A soldier speaking with two Iraqi refugees in Erding, Bavaria in November. Photo: DPA
The war in Syria continues to be by far the biggest driver of migration. But the continuing violence in Afghanistan and Iraq, abuses in Eritrea, as well as poverty in Kosovo, are also leading people to look for a place where they can build a new life.
Germany has a plan for coping: a computerized system established in 1949 that is being revived to distribute refugees among the among the country’s regions.
The system was based in Germany’s 1992 asylum law, which was passed to deal with an influx of 260,000 refugees that year.

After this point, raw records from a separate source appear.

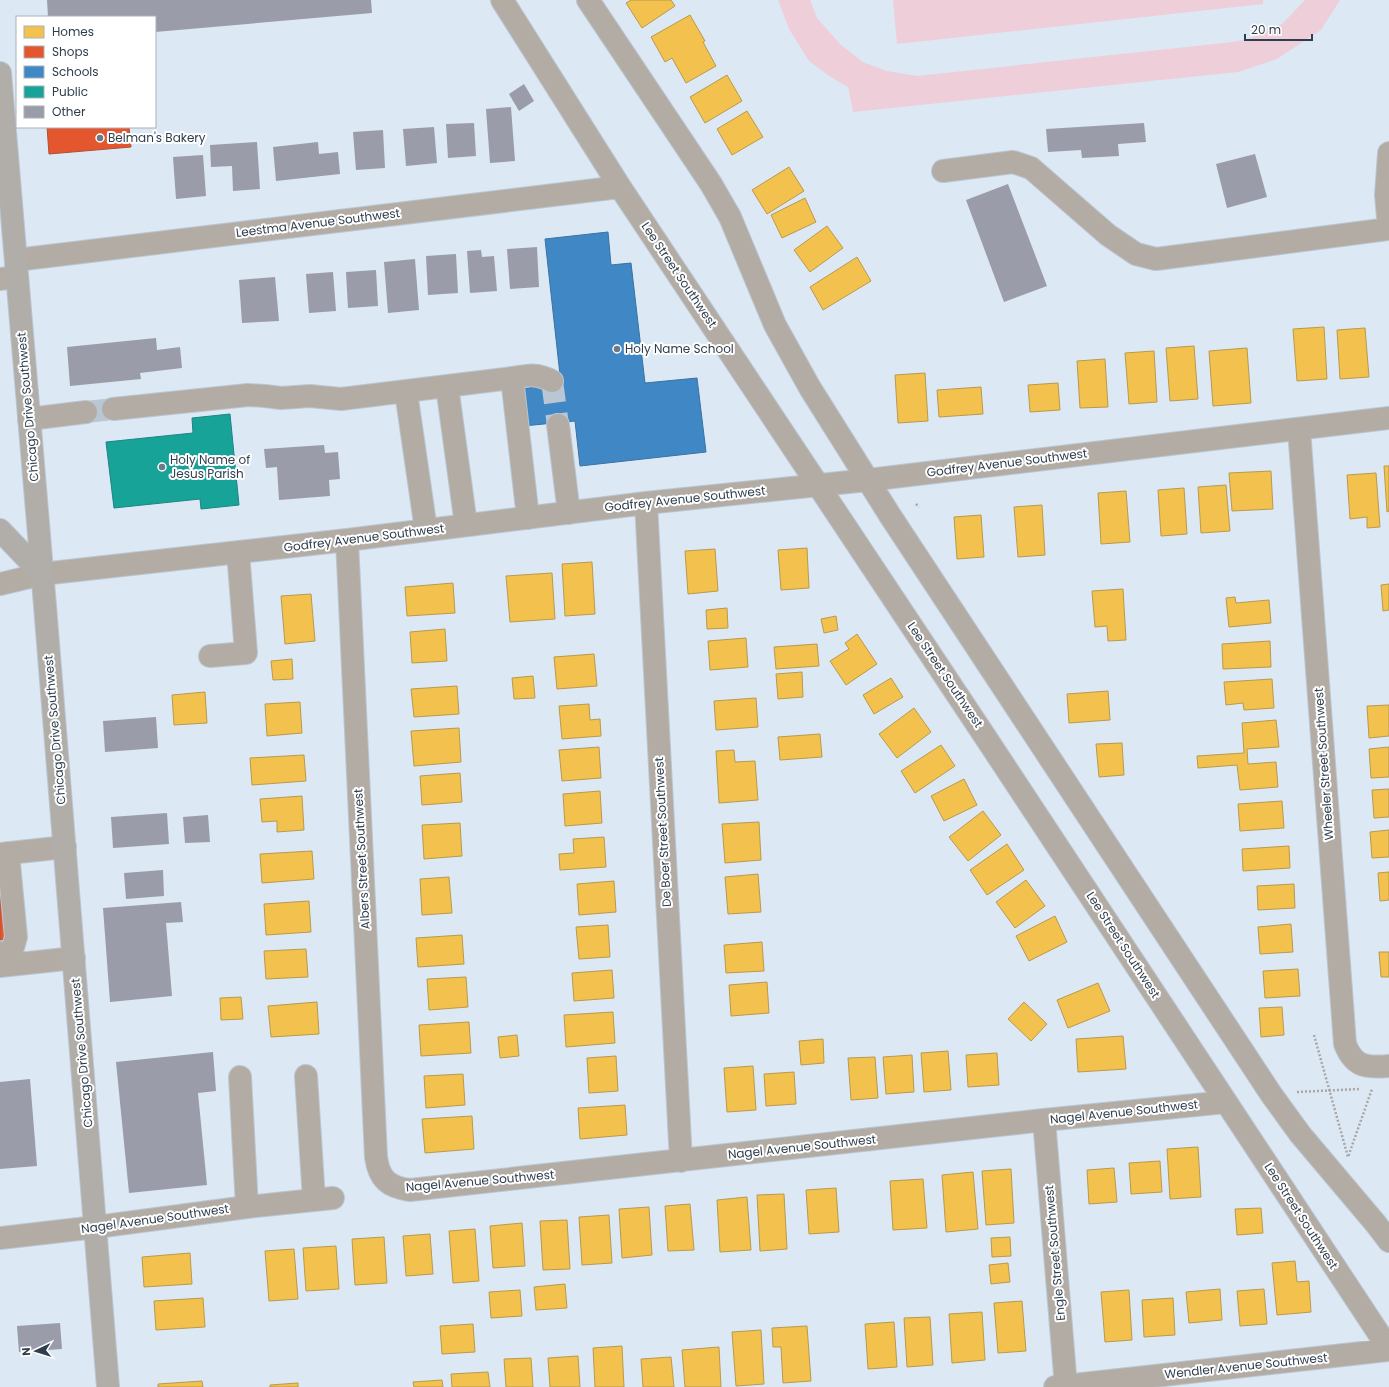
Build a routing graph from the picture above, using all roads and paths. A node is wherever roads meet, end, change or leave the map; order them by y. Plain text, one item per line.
1 (502, 0) edge
2 (588, 0) edge
3 (0, 73) edge
4 (1389, 153) edge
5 (943, 171) dead end
6 (620, 187) junction
7 (6, 228) edge
8 (1389, 229) edge
9 (11, 272) edge
10 (512, 378) junction
11 (552, 381) dead end
12 (447, 386) junction
13 (406, 392) junction
14 (113, 409) tunnel mouth
15 (86, 412) tunnel mouth
16 (1389, 418) edge
17 (29, 419) junction
18 (558, 425) tunnel mouth
19 (1299, 429) junction
20 (868, 480) junction
21 (819, 485) junction
22 (646, 503) junction
23 (916, 504) dead end
24 (919, 507) dead end
25 (568, 512) junction
26 (528, 518) junction
27 (466, 525) junction
28 (0, 530) edge
29 (426, 530) junction
30 (347, 540) junction
31 (238, 552) junction
32 (42, 574) junction
33 (0, 584) edge
34 (210, 656) dead end
35 (65, 847) junction
36 (4, 854) edge
37 (0, 953) edge
38 (74, 958) junction
39 (0, 966) edge
40 (1314, 1035) dead end
41 (1389, 1066) edge
42 (306, 1076) dead end
43 (240, 1077) dead end
44 (1374, 1083) dead end
45 (1373, 1088) junction
46 (1330, 1090) junction
47 (1291, 1092) dead end
48 (1226, 1102) junction
49 (1044, 1120) junction
50 (681, 1160) junction
51 (382, 1177) joint
52 (247, 1207) junction
53 (96, 1227) junction
54 (0, 1238) edge
55 (1389, 1241) edge
56 (1389, 1349) edge
57 (108, 1387) edge
58 (1062, 1387) edge

1 - 6 street, Lee Street Southwest
2 - 20 street
3 - 7 main road, Chicago Drive Southwest
4 - 8 street
5 - 8 street
6 - 9 street, Leestma Avenue Southwest
6 - 21 street, Lee Street Southwest
7 - 9 main road, Chicago Drive Southwest
9 - 17 main road, Chicago Drive Southwest
10 - 11 street
10 - 12 street
10 - 26 street
12 - 13 street
12 - 27 street
13 - 14 street
13 - 29 street
15 - 17 street
16 - 19 street, Godfrey Avenue Southwest
17 - 32 main road, Chicago Drive Southwest
18 - 25 street
19 - 20 street, Godfrey Avenue Southwest
19 - 41 street, Wheeler Street Southwest
20 - 21 street, Godfrey Avenue Southwest
20 - 55 street
21 - 22 street, Godfrey Avenue Southwest
21 - 48 street, Lee Street Southwest
22 - 25 street, Godfrey Avenue Southwest
22 - 50 street, De Boer Street Southwest
23 - 24 path
25 - 26 street, Godfrey Avenue Southwest
26 - 27 street, Godfrey Avenue Southwest
27 - 29 street, Godfrey Avenue Southwest
28 - 32 main road
29 - 30 street, Godfrey Avenue Southwest
30 - 31 street, Godfrey Avenue Southwest
30 - 51 street, Albers Street Southwest
31 - 32 street, Godfrey Avenue Southwest
31 - 34 street
32 - 33 street, Godfrey Avenue Southwest
32 - 35 main road, Chicago Drive Southwest
35 - 36 street
35 - 38 main road, Chicago Drive Southwest
36 - 37 street
38 - 39 street
38 - 53 main road, Chicago Drive Southwest
40 - 46 path
42 - 52 street, Nagel Avenue Southwest
43 - 52 street
44 - 45 path
45 - 46 path
45 - 46 path
46 - 47 path
48 - 49 street, Nagel Avenue Southwest
48 - 56 street, Lee Street Southwest
49 - 50 street, Nagel Avenue Southwest
49 - 58 street, Engle Street Southwest
50 - 51 street, Nagel Avenue Southwest
52 - 53 street, Nagel Avenue Southwest
53 - 54 street, Nagel Avenue Southwest
53 - 57 main road, Chicago Drive Southwest
56 - 58 street, Wendler Avenue Southwest

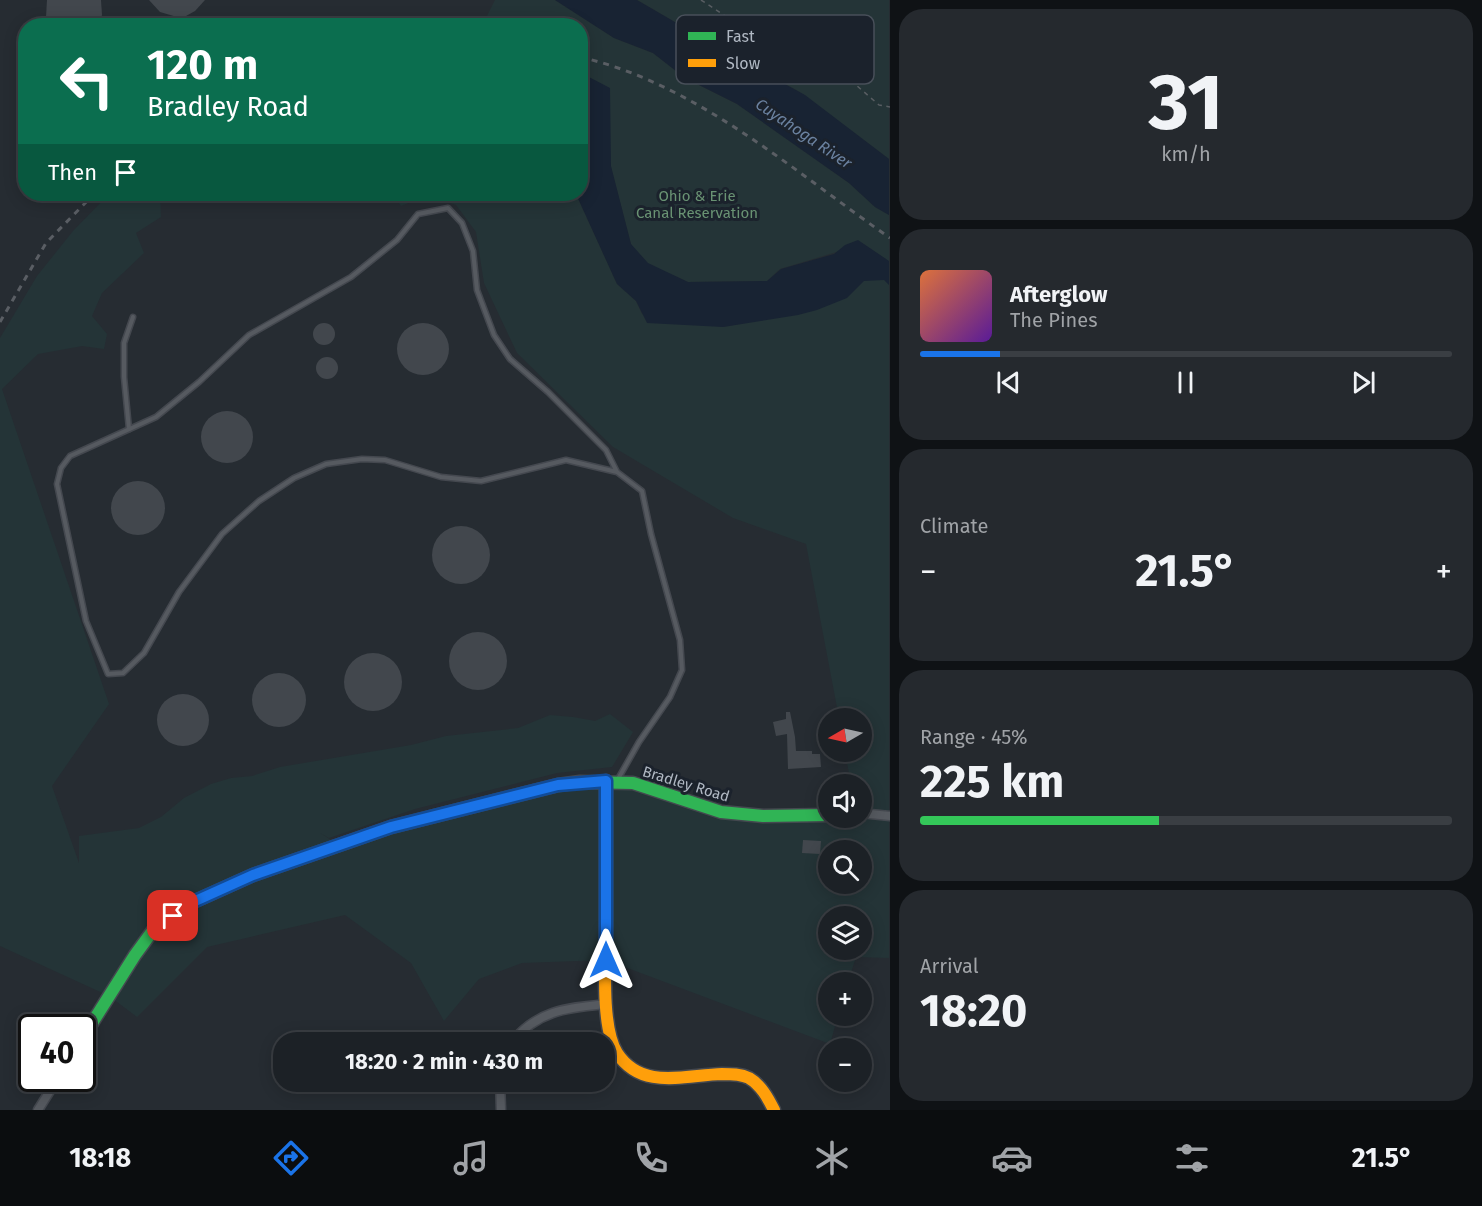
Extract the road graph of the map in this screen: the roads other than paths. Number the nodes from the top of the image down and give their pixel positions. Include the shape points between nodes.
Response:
1 (133, 317) dead end
2 (129, 429) junction
3 (617, 472) junction
4 (611, 782) junction
5 (872, 814) edge
6 (818, 815) edge
7 (890, 816) edge
8 (606, 1005) junction
9 (96, 1017) edge
10 (521, 1032) edge
11 (49, 1092) edge
12 (500, 1092) edge
13 (38, 1110) edge
14 (501, 1110) edge
15 (774, 1110) edge

1 - 2 lane via 124,343
2 - 3 lane via 156,417 249,335 351,277 397,240 418,214 448,208 462,223 473,251 477,290 494,335 510,359 606,450
2 - 3 lane via 70,456 61,468 57,484 87,621 108,674 123,673 144,653 179,592 222,534 259,501 294,478 326,464 385,460 441,477 481,482 566,460
3 - 4 lane via 642,491 680,640 682,670 670,698
4 - 6 street, Bradley Road via 633,783 721,812
4 - 8 street
4 - 9 street, Bradley Road via 558,785 391,827 253,875 193,902 154,929
5 - 7 street
8 - 10 street via 554,1012
8 - 15 street via 618,1054 640,1074 664,1079 743,1075 755,1082
11 - 13 street
12 - 14 street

The key is run through a computer system called EASY, developed by the federal migration ministry, it is a simple acronym of its German name, which translates as “Initial Distribution System for Asylum Applicants.” When the applicant’s name and data are entered, the program assigns a new German home.
To date, German officials said more than a million had been counted in Germany’s “EASY” computer system, that was distributed across Germany, Bavarian social minister Emilia Müller of the Christian Social Union (CSU) told reporters in Munich, for counting and distributing people before they make asylum claims.
But for some, experts question the accuracy of the figure that the system has given. They say that some asylum seekers might have been registered multiple times while new arrivals would sometimes take several weeks to register.